There is an important contribution which ecological feminism can
make to philosophy and phenomenology through the contextualism and
attention to practical aspects of feminism. Some of us are becoming
aware that philosophers, including phenomenologists, have had a tendency
toward intellectuaUzation of all questions and issues. Even though
phenomenological analysis has shown a close connection between thought,
feeling, and volition, most attention has been given to issues of thought
and cognition. Now feeling, volition, and action are getting a bigger share
of attention. Ecological feminism has opposed the reduction of all
concerns to intellectual discussion. It has avoided separating thought from
the other dimensions of consciousness and active life. Perhaps phenomen-
ologists can learn from ecological feminists. At the very least we have in
feminist thought examples of holistic, integrated approaches to the several
facets of human life.
This integration of thought, feeling, and action has bothered some
philosophers who wanted a priority to be given to thought. It may have
seemed to some thinkers that validation of feeling and attention to
context more than general principles would result in irresponsible
emotionalism and a failure of sound governance of life. That some
people have favored such an approach to life is clear, and distrust of
such a non-rational and anti-intellectual way of hving is justified. Is
ecological feminism such an irresponsible philosophy? I do not think it
is, and any tendency to move in such directions can be corrected. As an
ethical theorist I have defended contextualism and pluralism.
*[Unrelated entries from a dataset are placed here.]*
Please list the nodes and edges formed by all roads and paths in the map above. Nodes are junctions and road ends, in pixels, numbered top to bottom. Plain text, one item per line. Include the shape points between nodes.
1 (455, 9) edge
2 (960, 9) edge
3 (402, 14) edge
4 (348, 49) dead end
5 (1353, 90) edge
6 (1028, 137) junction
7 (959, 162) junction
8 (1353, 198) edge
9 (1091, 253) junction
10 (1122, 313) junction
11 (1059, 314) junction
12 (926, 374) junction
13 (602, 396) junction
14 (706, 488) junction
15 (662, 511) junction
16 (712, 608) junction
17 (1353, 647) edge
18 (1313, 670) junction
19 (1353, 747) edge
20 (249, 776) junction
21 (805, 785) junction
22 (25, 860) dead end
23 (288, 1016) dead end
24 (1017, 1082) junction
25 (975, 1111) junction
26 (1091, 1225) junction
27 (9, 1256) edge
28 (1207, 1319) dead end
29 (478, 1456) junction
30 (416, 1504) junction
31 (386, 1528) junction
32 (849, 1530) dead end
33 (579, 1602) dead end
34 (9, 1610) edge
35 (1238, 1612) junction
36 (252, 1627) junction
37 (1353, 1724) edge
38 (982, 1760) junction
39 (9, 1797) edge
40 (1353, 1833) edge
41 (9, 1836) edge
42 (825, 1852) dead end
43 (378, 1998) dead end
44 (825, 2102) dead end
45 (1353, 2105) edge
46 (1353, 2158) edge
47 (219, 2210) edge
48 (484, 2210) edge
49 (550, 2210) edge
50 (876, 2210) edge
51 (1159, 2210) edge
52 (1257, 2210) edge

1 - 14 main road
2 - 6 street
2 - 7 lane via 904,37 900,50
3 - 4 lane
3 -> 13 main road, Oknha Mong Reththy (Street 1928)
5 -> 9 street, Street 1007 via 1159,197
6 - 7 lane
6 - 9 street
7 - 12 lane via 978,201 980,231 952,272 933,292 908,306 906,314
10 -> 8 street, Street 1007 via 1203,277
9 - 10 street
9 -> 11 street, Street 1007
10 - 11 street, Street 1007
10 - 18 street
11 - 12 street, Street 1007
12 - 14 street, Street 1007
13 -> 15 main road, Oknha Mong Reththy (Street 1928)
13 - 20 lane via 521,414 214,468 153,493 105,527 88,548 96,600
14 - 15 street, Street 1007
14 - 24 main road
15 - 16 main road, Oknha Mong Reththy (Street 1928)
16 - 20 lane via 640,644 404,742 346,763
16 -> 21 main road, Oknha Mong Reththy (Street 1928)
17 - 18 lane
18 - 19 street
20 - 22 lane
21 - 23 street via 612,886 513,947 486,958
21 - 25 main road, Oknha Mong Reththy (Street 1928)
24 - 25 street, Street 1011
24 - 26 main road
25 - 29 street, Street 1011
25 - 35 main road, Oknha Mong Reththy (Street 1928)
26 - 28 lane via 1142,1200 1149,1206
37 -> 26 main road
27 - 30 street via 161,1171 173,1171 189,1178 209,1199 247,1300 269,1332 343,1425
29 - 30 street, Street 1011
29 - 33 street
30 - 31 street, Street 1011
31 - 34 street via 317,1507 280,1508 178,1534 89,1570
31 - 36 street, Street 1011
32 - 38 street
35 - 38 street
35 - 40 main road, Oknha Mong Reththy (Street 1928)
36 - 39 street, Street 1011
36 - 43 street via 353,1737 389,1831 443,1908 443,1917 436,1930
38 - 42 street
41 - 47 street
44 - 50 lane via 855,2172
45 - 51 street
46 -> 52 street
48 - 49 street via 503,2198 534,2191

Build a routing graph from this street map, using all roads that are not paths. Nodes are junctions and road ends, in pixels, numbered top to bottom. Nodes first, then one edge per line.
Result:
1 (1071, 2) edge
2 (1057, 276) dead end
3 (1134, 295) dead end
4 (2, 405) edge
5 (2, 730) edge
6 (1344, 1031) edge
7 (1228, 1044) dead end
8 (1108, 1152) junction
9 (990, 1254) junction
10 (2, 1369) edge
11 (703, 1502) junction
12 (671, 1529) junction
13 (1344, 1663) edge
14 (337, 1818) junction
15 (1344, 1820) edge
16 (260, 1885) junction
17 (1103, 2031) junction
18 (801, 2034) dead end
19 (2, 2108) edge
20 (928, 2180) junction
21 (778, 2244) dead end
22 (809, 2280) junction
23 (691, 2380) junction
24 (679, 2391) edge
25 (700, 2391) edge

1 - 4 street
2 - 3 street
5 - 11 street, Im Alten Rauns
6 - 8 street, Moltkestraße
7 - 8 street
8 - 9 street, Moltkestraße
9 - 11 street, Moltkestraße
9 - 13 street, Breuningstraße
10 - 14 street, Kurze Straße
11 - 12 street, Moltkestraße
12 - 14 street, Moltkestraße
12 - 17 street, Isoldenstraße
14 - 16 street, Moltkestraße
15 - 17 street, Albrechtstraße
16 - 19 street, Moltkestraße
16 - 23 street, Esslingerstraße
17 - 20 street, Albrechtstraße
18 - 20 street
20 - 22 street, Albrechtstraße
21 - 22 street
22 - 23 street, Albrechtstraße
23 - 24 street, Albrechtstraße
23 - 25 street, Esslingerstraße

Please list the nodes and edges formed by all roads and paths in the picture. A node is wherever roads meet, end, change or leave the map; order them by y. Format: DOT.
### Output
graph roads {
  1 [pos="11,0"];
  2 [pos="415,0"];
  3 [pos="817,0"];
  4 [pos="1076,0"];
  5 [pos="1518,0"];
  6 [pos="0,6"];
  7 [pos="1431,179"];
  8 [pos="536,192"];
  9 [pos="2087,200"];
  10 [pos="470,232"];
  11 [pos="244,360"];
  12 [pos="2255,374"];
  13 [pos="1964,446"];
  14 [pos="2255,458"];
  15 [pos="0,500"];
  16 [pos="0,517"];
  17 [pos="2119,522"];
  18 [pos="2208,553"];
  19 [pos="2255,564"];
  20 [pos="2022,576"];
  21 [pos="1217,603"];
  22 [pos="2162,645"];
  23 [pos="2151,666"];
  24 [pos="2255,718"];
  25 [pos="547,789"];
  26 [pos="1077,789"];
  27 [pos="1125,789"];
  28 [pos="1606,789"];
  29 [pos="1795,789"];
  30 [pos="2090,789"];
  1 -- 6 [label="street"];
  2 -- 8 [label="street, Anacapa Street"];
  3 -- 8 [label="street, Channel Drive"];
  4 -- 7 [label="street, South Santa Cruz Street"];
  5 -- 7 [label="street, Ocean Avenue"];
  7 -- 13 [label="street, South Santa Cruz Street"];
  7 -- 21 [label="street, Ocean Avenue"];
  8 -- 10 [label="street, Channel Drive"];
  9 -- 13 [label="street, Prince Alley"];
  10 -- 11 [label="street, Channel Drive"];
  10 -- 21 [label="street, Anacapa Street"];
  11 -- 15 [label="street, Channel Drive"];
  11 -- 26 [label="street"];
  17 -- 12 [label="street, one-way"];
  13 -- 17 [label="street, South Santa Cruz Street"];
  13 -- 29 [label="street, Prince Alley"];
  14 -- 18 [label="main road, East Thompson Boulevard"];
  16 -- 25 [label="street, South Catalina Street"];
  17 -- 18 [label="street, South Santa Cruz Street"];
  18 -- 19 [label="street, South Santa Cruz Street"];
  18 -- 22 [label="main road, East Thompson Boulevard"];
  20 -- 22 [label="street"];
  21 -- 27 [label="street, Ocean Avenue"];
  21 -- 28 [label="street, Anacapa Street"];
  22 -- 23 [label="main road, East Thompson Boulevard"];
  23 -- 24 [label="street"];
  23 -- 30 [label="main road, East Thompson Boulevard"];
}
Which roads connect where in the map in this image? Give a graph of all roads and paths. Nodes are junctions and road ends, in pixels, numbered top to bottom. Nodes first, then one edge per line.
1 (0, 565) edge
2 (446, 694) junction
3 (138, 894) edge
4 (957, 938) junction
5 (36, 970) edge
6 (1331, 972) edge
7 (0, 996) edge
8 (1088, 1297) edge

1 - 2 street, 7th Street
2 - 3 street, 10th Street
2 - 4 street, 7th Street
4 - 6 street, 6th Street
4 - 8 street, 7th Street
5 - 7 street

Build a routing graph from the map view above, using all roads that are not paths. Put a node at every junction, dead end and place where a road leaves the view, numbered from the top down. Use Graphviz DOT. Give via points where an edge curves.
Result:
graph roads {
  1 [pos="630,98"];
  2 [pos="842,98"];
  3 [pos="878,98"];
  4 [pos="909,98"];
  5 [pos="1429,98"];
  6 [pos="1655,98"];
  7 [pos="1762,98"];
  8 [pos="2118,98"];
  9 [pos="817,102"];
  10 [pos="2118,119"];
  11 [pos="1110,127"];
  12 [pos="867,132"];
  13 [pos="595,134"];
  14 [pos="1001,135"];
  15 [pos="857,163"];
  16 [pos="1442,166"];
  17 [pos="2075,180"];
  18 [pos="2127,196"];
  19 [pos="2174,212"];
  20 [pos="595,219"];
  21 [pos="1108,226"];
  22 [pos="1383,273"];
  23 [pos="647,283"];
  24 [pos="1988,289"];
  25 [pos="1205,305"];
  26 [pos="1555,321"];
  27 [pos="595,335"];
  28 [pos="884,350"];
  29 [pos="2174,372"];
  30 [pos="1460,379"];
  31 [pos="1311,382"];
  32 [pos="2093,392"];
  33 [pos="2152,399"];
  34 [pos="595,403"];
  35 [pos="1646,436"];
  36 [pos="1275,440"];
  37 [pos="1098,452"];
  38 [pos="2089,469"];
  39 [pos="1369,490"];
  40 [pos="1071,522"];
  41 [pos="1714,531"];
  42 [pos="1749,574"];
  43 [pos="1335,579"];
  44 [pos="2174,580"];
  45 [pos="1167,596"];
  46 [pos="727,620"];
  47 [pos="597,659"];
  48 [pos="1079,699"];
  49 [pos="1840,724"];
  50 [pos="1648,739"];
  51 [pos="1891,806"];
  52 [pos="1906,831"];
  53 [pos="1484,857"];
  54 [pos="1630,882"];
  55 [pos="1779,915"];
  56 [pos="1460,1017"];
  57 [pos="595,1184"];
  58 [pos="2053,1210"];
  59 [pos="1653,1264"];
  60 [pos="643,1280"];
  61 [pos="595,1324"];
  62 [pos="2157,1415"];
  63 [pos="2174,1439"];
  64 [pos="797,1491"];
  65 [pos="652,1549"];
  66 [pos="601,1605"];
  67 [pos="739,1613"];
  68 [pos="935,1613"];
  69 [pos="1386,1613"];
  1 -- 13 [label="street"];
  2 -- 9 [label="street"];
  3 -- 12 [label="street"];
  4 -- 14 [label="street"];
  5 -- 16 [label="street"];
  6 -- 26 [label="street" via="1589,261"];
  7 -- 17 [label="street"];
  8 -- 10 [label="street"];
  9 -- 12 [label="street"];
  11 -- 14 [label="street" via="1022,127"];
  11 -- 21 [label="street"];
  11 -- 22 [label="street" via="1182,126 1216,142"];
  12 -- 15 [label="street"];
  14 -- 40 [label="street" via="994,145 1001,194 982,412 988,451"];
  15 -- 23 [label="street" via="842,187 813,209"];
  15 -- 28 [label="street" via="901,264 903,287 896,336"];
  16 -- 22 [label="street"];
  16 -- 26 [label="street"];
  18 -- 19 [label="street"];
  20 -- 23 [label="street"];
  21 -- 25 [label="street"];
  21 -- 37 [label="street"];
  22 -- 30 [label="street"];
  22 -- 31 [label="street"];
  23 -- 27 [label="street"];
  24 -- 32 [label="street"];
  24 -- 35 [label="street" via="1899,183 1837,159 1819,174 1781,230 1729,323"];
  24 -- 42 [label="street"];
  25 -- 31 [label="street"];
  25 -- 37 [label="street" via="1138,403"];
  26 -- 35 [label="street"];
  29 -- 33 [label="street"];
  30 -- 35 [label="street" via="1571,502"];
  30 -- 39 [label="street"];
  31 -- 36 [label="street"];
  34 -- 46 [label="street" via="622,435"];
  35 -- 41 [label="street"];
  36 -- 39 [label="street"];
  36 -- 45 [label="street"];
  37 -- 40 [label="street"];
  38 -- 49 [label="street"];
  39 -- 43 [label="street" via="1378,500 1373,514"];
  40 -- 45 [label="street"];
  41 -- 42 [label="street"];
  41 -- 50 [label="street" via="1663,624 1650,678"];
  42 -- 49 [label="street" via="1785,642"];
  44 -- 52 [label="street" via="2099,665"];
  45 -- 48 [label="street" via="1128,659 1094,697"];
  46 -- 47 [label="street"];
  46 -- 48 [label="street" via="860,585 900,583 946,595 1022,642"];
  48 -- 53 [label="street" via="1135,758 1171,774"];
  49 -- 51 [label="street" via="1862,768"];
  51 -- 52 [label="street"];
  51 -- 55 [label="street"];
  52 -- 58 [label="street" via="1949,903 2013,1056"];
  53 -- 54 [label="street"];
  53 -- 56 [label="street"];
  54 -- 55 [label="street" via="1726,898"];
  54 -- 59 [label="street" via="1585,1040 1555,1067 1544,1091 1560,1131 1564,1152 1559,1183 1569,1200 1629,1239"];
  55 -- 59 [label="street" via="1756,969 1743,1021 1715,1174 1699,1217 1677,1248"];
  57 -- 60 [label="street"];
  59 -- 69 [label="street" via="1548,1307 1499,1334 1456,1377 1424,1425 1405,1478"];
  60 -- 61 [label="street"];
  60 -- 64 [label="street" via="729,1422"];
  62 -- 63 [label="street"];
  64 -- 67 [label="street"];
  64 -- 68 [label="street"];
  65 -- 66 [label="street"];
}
The more
threatening approach for many philosophers is pluralism, which holds that
moral principles which cannot be reduced to a common principle or be
shown to be logically derivable from a common foundation may
legitimately be employed in different sorts of situations.
To make this claim responsibly one must explain why this resort to
unrelated principles is justified. This can be done, I believe, by showing
exactly how various situations are different and how several types of
moral judgment are different. It is not too difficult to show that such
activities as deciding what one ought to do, evaluating the past behavior
of oneself or another person, assessing the moral character of a person.